Colson once famously said he'd walk over his grandmother to get the president elected to a second term. In 1972 the Washington Post called him "one of the most powerful presidential aides, variously described as a troubleshooter and as a 'master of dirty tricks.' "
He helped run the Committee to Re-elect the President when it set up an effort to gather intelligence on the Democratic Party. The arrest of the committee's security director, James W. McCord, and four other men burglarizing the Democratic National Committee offices in 1972 in the Watergate building set off the scandal that led to Nixon's resignation in 1974.
But actions that preceded the break-in resulted in Colson's criminal conviction. He pleaded guilty in 1974 to efforts to discredit Pentagon analyst Daniel Ellsberg, who had leaked the secret Defense Department study of Vietnam that became known as the Pentagon Papers.
The efforts to discredit Ellsberg included use of Nixon's plumbers -- a covert group established to investigate White House leaks -- in 1971 to break into the office of Ellsberg's psychiatrist to look for information that could discredit Ellsberg's anti-war efforts.
The Ellsberg burglary was revealed during the course of the Watergate investigation.
Before Colson went to prison, he became a born-again Christian, but critics said his post-scandal redemption was a ploy to get his sentence reduced.
Colson stayed with his faith after Watergate and went on to win praise -- including the prestigious Templeton Prize for Progress in Religion -- for his efforts to use it to help others.

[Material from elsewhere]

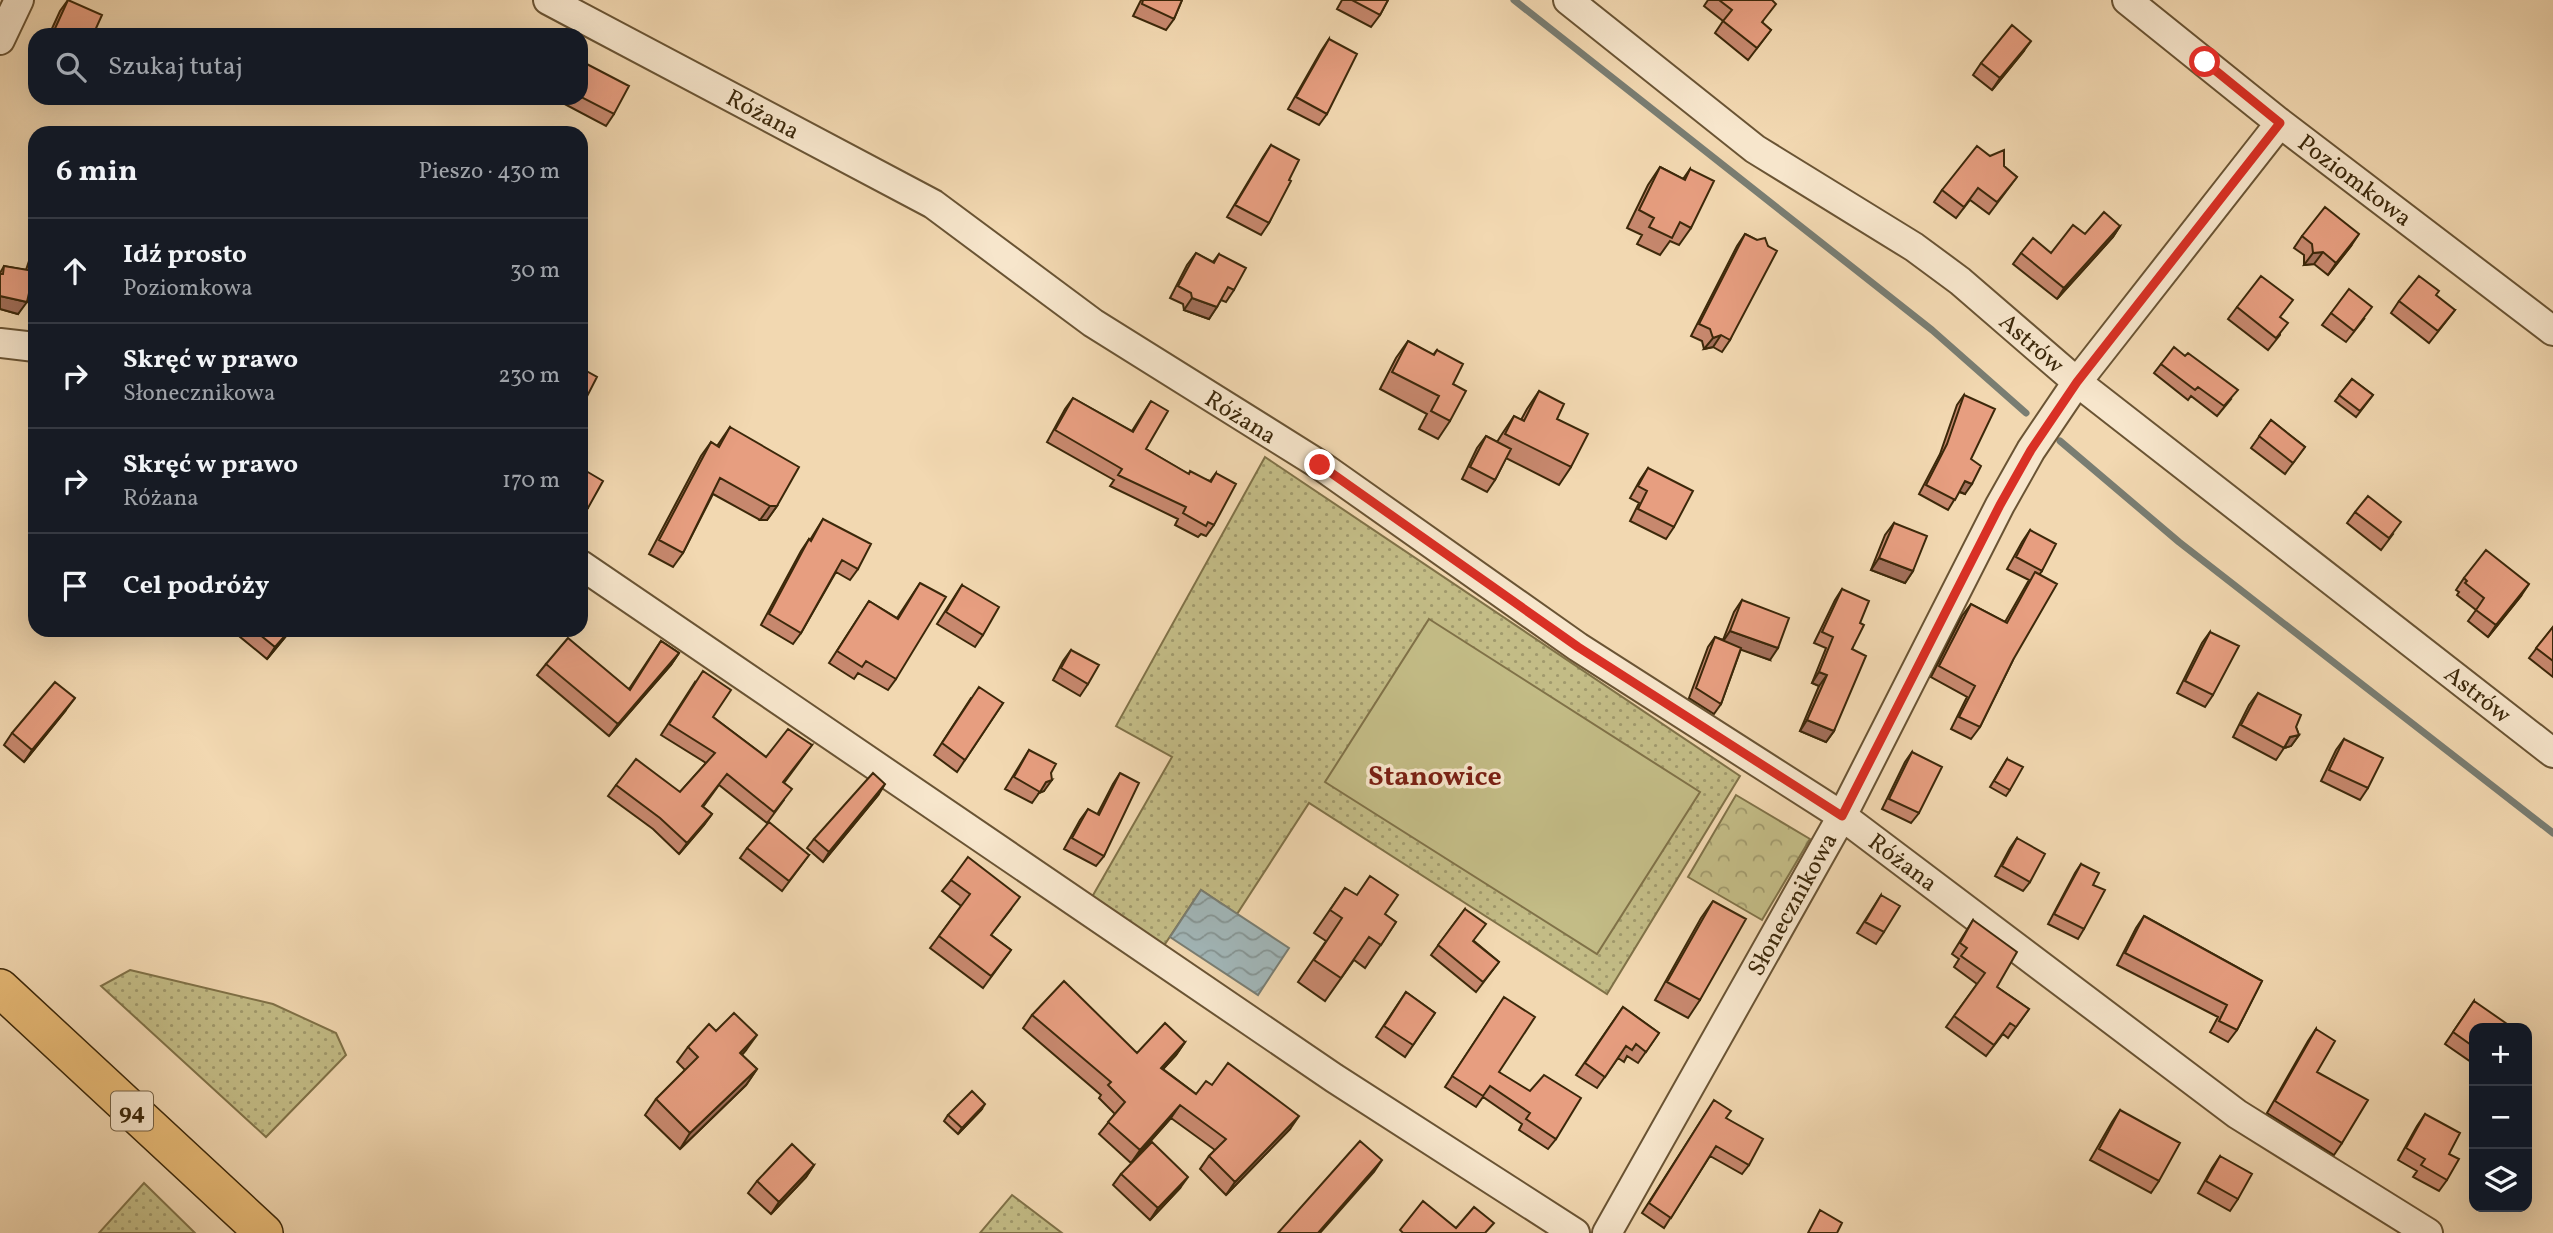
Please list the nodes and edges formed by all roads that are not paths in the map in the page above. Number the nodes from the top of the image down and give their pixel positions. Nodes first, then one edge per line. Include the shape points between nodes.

Colson later called going to prison a "great blessing."
He created the Prison Fellowship Ministries in 1976 to minister to prisoners, ex-prisoners and their families.
While faith was a large part of Colson's message, he also tackled such topics as prison overpopulation and criticized the death penalty, though he thought it could be justified in rare cases.
He said those convicted of nonviolent crimes should be put on community-service projects instead of being locked up.
He wrote more than 20 books, including "Born Again: What Really Happened to the White House Hatchet Man," which was turned into a movie.
Royalties from all his books have gone to his ministry program, as did the $1 million Templeton prize, which he won in 1993.
Colson also wrote a syndicated column, and started his daily radio feature, BreakPoint, which airs on more than 1,000 radio networks, according to the PFM Web site.